After not being able to find appropriate hotel space in Indianapolis, one of QuintEvents’ biggest corporate clients settled on doing several days of hospitality in Louisville, Ky. (about 115 miles away), where it is hosting several hundred clients and staff, and then busing them in and out on game day. “They were able to get everyone in the same [hotel] property in Louisville and at a better rate, and I know they are doing much better on airfare,” said QuintEvents CEO Brian Learst.

Other than staging hospitality outside of Indianapolis, the idea of not spending the night in the city is gaining popularity among clients who consider the Super Bowl a must.

“The problems with hotels in Indianapolis is making private jets in and out the same day more popular than ever for us,” said Matt Haines, senior vice president at Inside Sports & Entertainment Group, New York, which is selling hotel-and-ticket packages ranging from $4,250 to $15,000.

Commercial airfare is another complaint. A search last week on Expedia found a direct, round-trip flight from New York arriving Thursday and leaving Monday at $1,609. With a layover you could purchase a ticket for as low of $785. On those same days the following week, the cheapest nonstop was $272, or $222 with a layover.

Sportality’s Gallo said he’d booked a direct flight from Toronto to Indianapolis that cost $2,600. Now, his company has a Toronto-Indianapolis charter going in and out on Sunday.

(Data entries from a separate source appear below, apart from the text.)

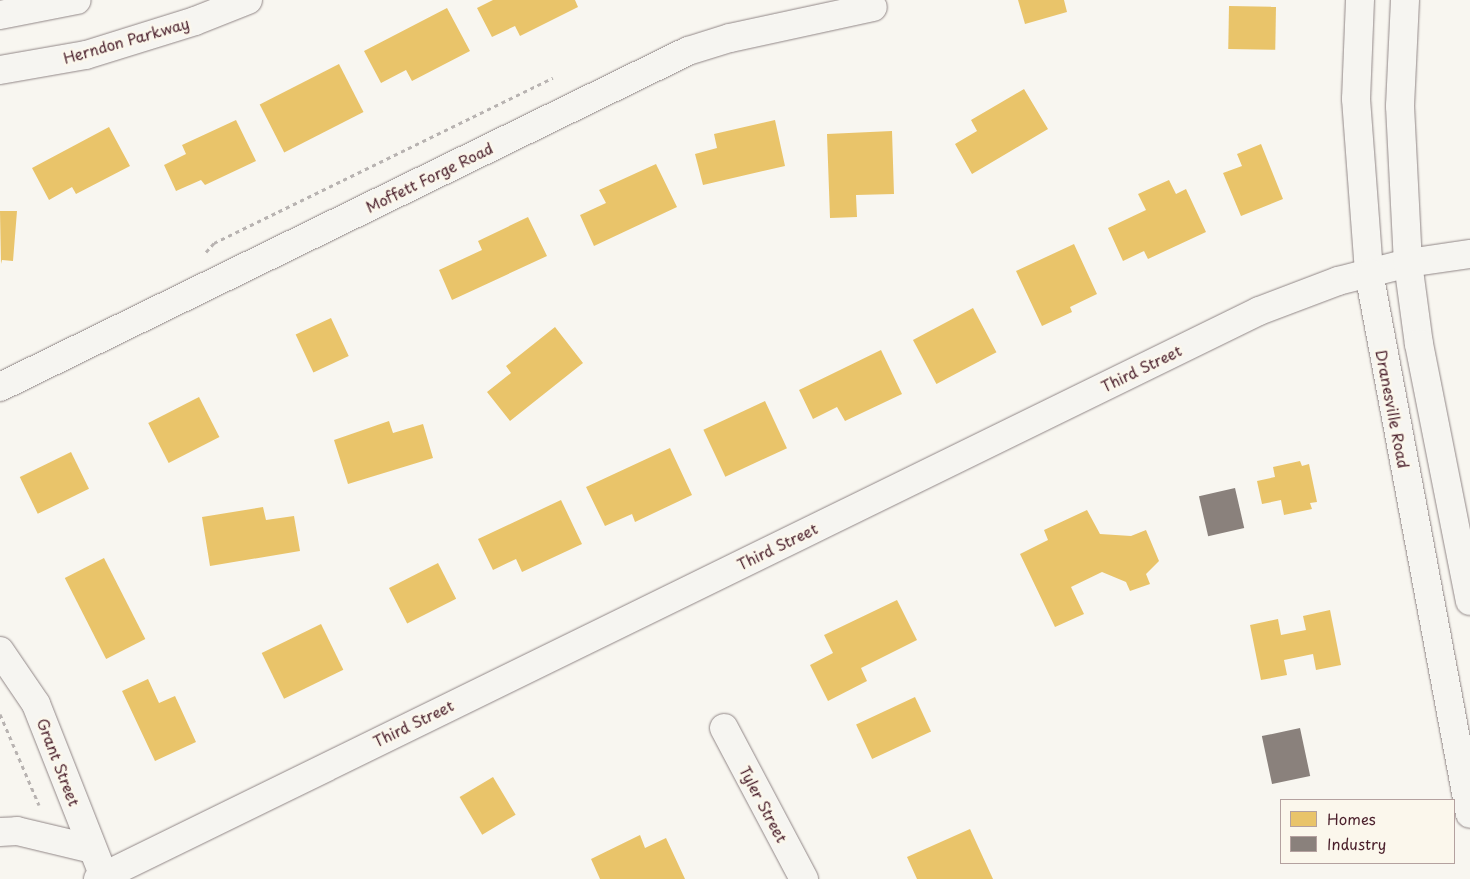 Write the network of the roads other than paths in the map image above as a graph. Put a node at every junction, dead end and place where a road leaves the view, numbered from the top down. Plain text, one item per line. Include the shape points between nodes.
1 (77, 0) edge
2 (248, 0) edge
3 (1360, 0) edge
4 (1405, 0) edge
5 (873, 7) dead end
6 (0, 15) edge
7 (0, 70) edge
8 (1470, 254) edge
9 (1408, 263) junction
10 (1369, 273) junction
11 (0, 387) edge
12 (1470, 601) edge
13 (0, 651) edge
14 (724, 728) dead end
15 (1470, 814) edge
16 (0, 832) edge
17 (92, 849) junction
18 (102, 878) edge
19 (804, 879) edge

1 - 6 street
2 - 7 street, Herndon Parkway via 195,21 86,54
3 - 10 street, Dranesville Road via 1356,99
4 - 9 street via 1400,106
5 - 11 street, Moffett Forge Road via 730,38 688,51
8 - 9 street, Third Street
9 - 10 street, Third Street
9 - 12 street via 1419,344
10 - 15 street, Dranesville Road
10 - 18 street, Third Street via 1259,310
13 - 17 street, Grant Street via 36,704
14 - 19 street, Tyler Street
16 - 17 street via 17,831
17 - 18 street, Grant Street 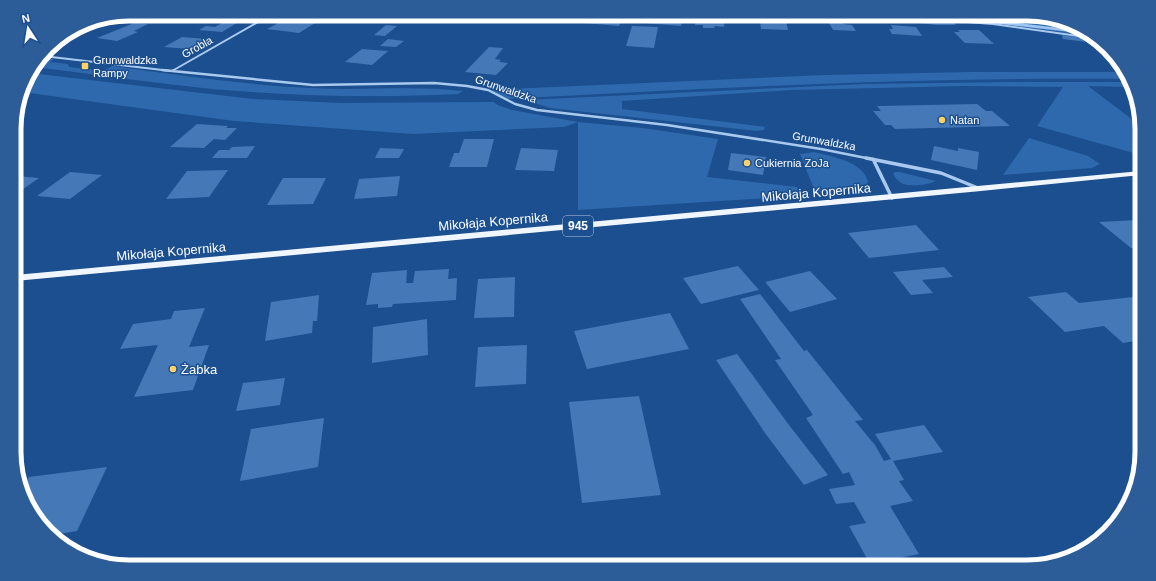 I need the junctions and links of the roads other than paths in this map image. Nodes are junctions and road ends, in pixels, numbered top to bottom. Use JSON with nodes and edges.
{"nodes":[{"id":1,"x":260,"y":21,"type":"edge"},
{"id":2,"x":954,"y":21,"type":"edge"},
{"id":3,"x":1083,"y":37,"type":"edge"},
{"id":4,"x":49,"y":57,"type":"edge"},
{"id":5,"x":172,"y":71,"type":"junction"},
{"id":6,"x":873,"y":159,"type":"junction"},
{"id":7,"x":1135,"y":174,"type":"edge"},
{"id":8,"x":980,"y":189,"type":"junction"},
{"id":9,"x":892,"y":198,"type":"junction"},
{"id":10,"x":21,"y":277,"type":"edge"}],
"edges":[{"from":1,"to":5,"type":"street","name":"Grobla"},
{"from":2,"to":3,"type":"street"},
{"from":4,"to":5,"type":"street","name":"Grunwaldzka"},
{"from":5,"to":6,"type":"street","name":"Grunwaldzka"},
{"from":6,"to":8,"type":"street","name":"Grunwaldzka"},
{"from":6,"to":9,"type":"street"},
{"from":7,"to":8,"type":"main road","name":"Mikołaja Kopernika","number":"945"},
{"from":8,"to":9,"type":"main road","name":"Mikołaja Kopernika","number":"945"},
{"from":9,"to":10,"type":"main road","name":"Mikołaja Kopernika","number":"945"}]} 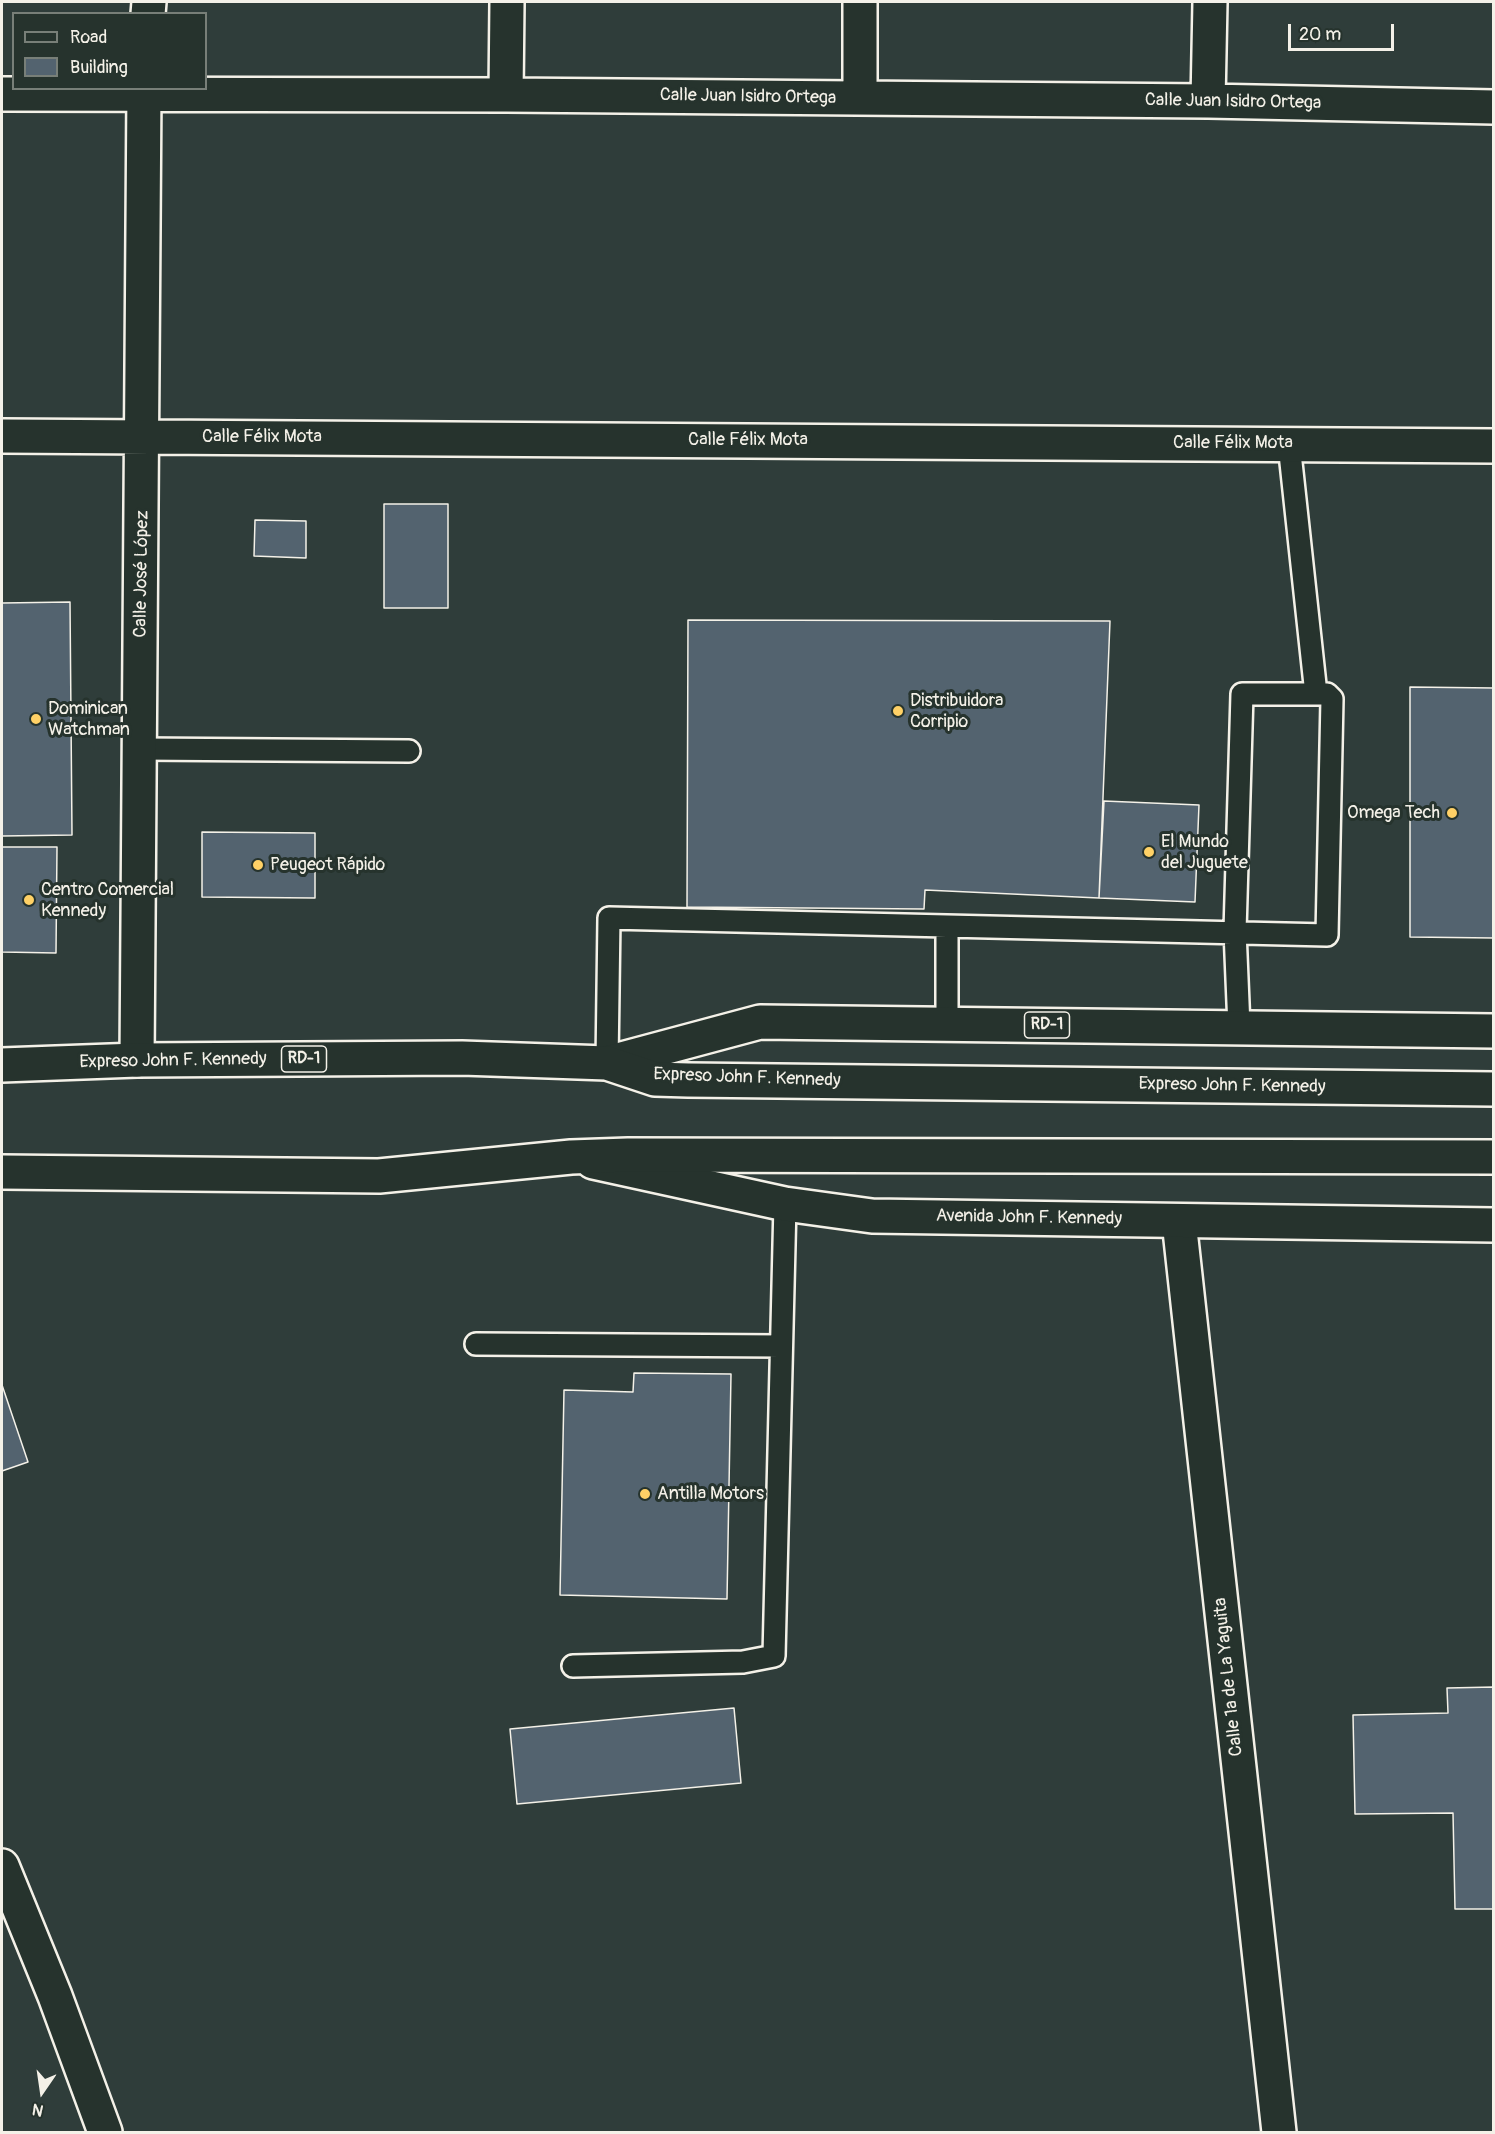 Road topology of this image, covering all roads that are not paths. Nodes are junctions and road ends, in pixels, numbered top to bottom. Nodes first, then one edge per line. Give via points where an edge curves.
1 (507, 2) edge
2 (860, 2) edge
3 (1210, 2) edge
4 (143, 92) edge
5 (2, 94) edge
6 (506, 94) junction
7 (860, 98) junction
8 (1208, 101) junction
9 (1494, 108) edge
10 (2, 436) edge
11 (143, 436) junction
12 (1289, 444) junction
13 (1494, 446) edge
14 (1316, 694) junction
15 (140, 749) junction
16 (409, 751) dead end
17 (947, 927) junction
18 (1235, 931) junction
19 (947, 1024) junction
20 (1239, 1027) junction
21 (1494, 1031) edge
22 (137, 1060) junction
23 (607, 1063) junction
24 (2, 1065) edge
25 (1494, 1089) edge
26 (571, 1157) junction
27 (1494, 1157) edge
28 (2, 1172) edge
29 (785, 1204) junction
30 (1179, 1221) junction
31 (1494, 1225) edge
32 (476, 1344) dead end
33 (781, 1346) junction
34 (573, 1665) dead end
35 (2, 1866) edge
36 (105, 2133) edge
37 (1279, 2133) edge

1 - 6 main road
2 - 7 main road
3 - 8 main road
4 - 5 main road, Calle Juan Isidro Ortega
4 - 6 main road, Calle Juan Isidro Ortega
4 - 11 main road, Calle José López
6 - 7 main road, Calle Juan Isidro Ortega
7 - 8 main road, Calle Juan Isidro Ortega
8 - 9 main road, Calle Juan Isidro Ortega
10 - 11 main road, Calle Félix Mota
11 - 12 main road, Calle Félix Mota
11 - 15 main road, Calle José López
12 - 13 main road, Calle Félix Mota
12 - 14 lane
14 - 18 lane via 1242,694
14 - 18 lane via 1328,694 1332,699 1327,934
15 - 16 lane
15 - 22 main road, Calle José López
17 - 18 lane
17 - 19 lane
17 - 23 lane via 609,918
18 - 20 lane
19 - 20 main road, RD-1
19 - 23 main road, RD-1 via 760,1022
20 - 21 main road, RD-1
22 - 23 main road, Expreso John F. Kennedy / RD-1 via 462,1058
22 - 24 main road, Expreso John F. Kennedy / RD-1
23 - 25 main road, Expreso John F. Kennedy / RD-1 via 655,1078 712,1080
26 - 27 main road
26 - 28 main road via 379,1176
26 - 29 main road, Avenida John F. Kennedy
29 - 30 main road, Avenida John F. Kennedy via 873,1216
29 - 33 lane
30 - 31 main road, Avenida John F. Kennedy
30 - 37 main road, Calle 1a de La Yaguita
32 - 33 lane
33 - 34 lane via 774,1656 743,1662
35 - 36 main road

Sharyn Outtrim, executive vice president of strategic events at PrimeSport, said her firm is putting Super Bowl clients into hotels they had never considered before, like a Days Inn location. Other clients have shifted their budgets. “It’s opened up other events,” said Outtrim, whose company sells official travel packages for the New England Patriots, along with 13 other NFL teams, and is hosting a game-day Super Bowl tailgate with NFL alumni. “We have clients that shifted to the BCS championship or the Final Four in New Orleans because those are also great events and they could get in the hotels they wanted.”